I have been looking solution for this problem but could not find one so asking this question.
I have some data which looks like this
我一直在寻找解决这个问题的办法,但是没有找到,所以就问这个问题。我有一些像这样的数据
{
"data": [
{
"id": "5ab892c71810e201e81b9d39",
"isSignedUpUsingFb": false,
"personalInformation": {
"firstName": "jio",
"lastName": "g",
"mobileNumber": "1234567890",
},
"accountBalance": 0,
}
]
},
I want to write a java code to change the data structure to this
我想编写一个java代码将数据结构更改为这个
{
"data": [
{
"id": "5ab892c71810e201e81b9d39",
"isSignedUpUsingFb": false,
"personalInformation_firstName":"jio",
"personalInformation_lastNAme":"g",
"personalInformation_mobileNumber":"1234567890",
"accountBalance": 0,
}
]
},
I am getting data from db as:
我从db得到的数据是:
@Override
public List<User> getAllUsers() {
logger.debug("entering all users method");
List<User> allUsers=mongoOperations.findAll(User.class);
for (User user : allUsers) {
PersonalInformation info=user.getPersonalInformation());
//manipulation code here
user.setPersonalInformation(info);
}
return allUsers;
}
So I want to write a logic so that i can convert the data in desired format and send it a return type.
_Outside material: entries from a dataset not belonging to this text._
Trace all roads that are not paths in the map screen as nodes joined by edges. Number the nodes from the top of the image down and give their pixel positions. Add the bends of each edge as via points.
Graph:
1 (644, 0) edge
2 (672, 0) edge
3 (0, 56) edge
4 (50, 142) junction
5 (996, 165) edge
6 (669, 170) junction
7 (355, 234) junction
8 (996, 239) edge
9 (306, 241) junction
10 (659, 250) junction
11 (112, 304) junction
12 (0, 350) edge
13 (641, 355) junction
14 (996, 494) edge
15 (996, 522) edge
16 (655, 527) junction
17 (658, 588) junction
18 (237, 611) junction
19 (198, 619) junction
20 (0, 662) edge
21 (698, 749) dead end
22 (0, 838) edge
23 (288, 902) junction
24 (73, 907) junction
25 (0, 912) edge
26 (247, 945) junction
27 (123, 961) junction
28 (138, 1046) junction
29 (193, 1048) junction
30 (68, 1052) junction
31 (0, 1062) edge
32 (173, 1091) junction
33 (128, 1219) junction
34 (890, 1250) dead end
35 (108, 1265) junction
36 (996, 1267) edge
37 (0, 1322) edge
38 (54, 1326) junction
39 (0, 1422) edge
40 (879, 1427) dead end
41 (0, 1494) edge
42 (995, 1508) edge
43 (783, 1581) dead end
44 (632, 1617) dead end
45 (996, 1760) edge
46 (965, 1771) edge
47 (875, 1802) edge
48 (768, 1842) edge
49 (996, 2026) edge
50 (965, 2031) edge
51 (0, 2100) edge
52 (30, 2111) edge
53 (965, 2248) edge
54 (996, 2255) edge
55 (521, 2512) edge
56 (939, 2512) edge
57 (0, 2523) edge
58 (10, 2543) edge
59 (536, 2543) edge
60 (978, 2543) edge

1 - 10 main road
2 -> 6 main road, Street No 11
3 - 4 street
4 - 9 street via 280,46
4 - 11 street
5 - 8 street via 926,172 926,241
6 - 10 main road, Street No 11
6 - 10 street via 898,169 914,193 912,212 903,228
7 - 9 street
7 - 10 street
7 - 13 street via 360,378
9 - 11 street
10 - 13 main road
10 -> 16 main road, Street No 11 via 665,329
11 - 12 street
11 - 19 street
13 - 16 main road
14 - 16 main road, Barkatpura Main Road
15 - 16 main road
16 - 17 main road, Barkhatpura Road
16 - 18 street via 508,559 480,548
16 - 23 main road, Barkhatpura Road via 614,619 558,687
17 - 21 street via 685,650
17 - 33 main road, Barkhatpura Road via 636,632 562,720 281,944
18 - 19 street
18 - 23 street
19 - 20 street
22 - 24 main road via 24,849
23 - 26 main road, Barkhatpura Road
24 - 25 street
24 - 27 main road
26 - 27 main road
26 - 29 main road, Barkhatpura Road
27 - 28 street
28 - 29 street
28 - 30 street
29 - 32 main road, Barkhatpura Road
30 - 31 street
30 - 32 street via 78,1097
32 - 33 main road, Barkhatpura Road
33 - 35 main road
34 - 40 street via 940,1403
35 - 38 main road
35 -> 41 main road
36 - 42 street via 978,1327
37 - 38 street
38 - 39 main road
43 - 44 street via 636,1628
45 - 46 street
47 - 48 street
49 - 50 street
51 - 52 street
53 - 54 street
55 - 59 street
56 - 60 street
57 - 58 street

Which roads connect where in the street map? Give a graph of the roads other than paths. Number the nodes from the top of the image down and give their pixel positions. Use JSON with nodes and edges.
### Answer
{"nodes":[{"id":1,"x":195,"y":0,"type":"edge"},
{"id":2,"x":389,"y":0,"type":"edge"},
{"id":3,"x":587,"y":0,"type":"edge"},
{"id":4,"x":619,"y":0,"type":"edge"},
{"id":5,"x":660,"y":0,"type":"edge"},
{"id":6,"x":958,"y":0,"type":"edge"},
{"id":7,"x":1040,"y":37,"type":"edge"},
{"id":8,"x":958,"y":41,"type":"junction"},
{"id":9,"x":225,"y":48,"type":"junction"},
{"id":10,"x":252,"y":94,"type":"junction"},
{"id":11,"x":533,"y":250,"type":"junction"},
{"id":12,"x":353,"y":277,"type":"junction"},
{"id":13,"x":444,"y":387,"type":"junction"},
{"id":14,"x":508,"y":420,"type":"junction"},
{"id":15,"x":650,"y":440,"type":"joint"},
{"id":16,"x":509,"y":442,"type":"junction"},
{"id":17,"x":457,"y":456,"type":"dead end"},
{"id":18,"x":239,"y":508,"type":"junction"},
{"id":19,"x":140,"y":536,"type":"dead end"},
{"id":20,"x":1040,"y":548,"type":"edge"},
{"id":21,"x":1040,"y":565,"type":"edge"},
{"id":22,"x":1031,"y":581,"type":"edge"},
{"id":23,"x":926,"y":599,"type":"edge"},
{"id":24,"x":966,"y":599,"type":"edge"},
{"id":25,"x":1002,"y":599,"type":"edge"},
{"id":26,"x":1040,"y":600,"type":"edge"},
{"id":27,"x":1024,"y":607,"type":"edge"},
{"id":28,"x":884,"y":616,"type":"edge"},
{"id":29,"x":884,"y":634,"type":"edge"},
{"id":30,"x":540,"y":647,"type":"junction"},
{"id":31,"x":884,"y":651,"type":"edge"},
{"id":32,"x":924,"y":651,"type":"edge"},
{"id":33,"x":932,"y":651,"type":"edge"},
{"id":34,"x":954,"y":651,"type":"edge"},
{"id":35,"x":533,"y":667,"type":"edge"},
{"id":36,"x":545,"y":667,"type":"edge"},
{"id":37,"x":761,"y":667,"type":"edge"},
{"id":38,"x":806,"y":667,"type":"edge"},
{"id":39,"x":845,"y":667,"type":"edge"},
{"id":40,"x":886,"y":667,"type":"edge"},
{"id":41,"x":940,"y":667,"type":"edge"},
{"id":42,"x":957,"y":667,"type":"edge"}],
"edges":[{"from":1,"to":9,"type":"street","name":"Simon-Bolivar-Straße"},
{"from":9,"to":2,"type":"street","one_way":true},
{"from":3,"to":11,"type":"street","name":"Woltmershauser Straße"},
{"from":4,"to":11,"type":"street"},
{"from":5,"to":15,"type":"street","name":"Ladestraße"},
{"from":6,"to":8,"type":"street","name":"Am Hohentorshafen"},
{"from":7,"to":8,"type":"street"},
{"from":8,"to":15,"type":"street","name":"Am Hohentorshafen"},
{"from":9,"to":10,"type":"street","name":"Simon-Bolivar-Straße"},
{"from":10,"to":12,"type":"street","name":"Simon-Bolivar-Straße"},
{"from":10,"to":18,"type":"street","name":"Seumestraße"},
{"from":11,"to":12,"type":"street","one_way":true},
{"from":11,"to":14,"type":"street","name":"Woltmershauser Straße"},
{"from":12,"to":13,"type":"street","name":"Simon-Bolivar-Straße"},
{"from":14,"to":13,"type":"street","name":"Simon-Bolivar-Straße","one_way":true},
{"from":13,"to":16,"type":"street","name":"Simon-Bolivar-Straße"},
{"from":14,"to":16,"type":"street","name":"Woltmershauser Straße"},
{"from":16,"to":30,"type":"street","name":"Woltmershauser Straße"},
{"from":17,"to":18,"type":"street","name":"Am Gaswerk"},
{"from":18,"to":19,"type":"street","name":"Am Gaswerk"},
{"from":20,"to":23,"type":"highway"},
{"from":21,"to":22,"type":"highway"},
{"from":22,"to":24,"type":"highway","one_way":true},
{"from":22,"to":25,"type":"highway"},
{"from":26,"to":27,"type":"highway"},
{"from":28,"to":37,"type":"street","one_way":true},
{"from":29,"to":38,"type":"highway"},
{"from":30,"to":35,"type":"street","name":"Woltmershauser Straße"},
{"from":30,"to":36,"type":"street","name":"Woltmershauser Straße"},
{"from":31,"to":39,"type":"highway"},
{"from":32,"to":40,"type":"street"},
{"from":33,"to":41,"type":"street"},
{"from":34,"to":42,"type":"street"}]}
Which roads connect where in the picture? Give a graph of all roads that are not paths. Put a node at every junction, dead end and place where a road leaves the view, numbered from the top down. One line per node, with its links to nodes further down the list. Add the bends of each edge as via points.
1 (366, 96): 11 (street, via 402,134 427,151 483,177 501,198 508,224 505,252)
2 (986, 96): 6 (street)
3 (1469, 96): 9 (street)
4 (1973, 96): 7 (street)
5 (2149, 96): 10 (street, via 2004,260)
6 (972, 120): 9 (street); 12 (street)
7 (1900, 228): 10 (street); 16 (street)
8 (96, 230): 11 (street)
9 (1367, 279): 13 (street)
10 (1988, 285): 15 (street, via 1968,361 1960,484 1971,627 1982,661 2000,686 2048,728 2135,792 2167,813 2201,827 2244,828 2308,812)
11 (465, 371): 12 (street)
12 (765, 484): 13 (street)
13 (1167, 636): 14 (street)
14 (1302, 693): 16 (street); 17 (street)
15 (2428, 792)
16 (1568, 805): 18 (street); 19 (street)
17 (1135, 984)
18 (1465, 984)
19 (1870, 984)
I know how to do same thing using J query but I want to do it in backend so any code for the above or any link will help.
所以我想写一个逻辑,这样我就可以把数据转换成想要的格式并发送一个返回类型。我知道如何使用J查询做同样的事情,但是我想在后端做它,所以上面的任何代码或任何链接都会有所帮助。
2 个解决方案
#1
1
I have fond one solution which is very simple.So, basically when we create object for nested data we create it like this in JAVA.
我有一个很简单的解。基本上,当我们为嵌套数据创建对象时我们在JAVA中创建它。
public MyClass{
public String name;
public String contact;
public PersonalInformation personalinformation;
//setters and getter here
}
this will give me data as
这会给我数据a
"MyClass":{
"name": "abc",
"contact": "12345",
"personalInformation":{
"address": "asdasdasdad",
"city":"asdadad",
"pin": "asdfg",
}
}
so to remove this nested data we need to use @JsonUnwrapped which removes all the nested object and add it to our main object.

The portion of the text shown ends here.